§ Description of the task: Please retype the data that follows, starting at the line containing "ring dip: (1015, 807)" and stopping after the last line.

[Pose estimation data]
--------
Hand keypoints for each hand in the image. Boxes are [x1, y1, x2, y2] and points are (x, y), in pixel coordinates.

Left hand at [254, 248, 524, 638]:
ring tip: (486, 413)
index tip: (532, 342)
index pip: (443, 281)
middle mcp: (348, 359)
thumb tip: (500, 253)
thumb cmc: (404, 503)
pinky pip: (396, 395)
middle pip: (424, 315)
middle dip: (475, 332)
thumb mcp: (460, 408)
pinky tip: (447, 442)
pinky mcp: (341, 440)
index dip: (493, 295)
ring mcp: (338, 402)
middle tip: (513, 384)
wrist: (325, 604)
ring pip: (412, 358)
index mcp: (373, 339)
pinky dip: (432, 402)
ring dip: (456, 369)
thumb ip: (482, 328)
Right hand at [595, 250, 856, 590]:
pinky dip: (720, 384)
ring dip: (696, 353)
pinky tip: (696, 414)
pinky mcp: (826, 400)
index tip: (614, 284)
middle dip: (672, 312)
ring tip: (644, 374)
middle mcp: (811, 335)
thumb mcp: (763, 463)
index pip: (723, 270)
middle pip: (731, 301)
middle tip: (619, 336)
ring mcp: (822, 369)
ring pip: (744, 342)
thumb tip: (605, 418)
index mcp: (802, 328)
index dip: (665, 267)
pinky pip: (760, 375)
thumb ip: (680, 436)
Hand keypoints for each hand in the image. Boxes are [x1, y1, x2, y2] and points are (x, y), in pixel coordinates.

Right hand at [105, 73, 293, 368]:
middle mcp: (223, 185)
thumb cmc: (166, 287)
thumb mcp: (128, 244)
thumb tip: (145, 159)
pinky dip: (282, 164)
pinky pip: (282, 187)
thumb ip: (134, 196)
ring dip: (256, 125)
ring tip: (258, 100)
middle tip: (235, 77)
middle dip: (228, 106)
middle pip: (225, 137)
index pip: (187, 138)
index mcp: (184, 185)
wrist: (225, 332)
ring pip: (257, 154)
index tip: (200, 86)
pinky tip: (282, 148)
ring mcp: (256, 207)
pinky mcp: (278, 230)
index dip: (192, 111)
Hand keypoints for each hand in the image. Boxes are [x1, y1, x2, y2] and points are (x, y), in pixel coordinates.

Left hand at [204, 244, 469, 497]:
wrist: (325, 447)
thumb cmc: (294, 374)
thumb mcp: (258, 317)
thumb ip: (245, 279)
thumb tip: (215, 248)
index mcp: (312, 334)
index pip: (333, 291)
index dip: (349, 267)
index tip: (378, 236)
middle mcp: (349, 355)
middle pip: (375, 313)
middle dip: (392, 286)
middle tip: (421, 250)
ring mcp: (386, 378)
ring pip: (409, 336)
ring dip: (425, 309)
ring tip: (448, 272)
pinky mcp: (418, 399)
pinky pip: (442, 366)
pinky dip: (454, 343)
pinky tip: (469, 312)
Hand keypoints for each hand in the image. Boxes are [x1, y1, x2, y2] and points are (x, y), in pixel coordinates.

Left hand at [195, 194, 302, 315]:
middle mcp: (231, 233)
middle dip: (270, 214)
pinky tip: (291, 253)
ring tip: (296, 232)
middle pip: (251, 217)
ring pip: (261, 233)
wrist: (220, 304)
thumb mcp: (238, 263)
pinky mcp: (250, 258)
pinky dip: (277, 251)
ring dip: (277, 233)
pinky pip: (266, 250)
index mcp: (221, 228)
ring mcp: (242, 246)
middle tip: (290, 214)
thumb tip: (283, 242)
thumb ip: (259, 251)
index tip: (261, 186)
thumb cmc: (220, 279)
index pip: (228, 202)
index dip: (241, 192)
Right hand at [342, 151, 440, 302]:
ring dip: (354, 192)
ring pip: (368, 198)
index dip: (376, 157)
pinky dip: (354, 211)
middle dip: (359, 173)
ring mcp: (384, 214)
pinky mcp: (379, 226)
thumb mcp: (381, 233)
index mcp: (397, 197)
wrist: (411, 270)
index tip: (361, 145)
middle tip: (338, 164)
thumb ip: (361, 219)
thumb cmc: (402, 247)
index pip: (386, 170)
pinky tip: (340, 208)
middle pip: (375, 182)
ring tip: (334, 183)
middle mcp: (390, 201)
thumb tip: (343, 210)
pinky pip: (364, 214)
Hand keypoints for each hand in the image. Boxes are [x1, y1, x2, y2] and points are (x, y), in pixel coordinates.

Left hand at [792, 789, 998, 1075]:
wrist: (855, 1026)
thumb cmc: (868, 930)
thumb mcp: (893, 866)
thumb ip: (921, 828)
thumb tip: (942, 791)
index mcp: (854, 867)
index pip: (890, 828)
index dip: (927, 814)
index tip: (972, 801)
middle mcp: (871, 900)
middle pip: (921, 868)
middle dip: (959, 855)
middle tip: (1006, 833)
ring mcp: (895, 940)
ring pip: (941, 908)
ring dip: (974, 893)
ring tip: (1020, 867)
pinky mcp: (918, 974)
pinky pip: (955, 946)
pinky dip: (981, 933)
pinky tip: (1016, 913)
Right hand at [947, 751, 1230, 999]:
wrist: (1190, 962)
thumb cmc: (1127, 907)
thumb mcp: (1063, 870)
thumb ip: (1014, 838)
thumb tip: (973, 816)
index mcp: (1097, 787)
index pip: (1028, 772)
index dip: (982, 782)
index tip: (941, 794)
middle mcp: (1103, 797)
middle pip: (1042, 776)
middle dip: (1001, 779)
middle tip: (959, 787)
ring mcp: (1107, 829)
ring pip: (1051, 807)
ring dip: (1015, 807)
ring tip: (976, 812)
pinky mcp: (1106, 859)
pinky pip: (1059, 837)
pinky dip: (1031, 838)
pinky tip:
--------
§ Solution for this exercise:
ring dip: (1015, 807)
ring tip: (976, 812)
pinky mcp: (1106, 859)
pinky pip: (1059, 837)
pinky dip: (1031, 838)
pinky tip:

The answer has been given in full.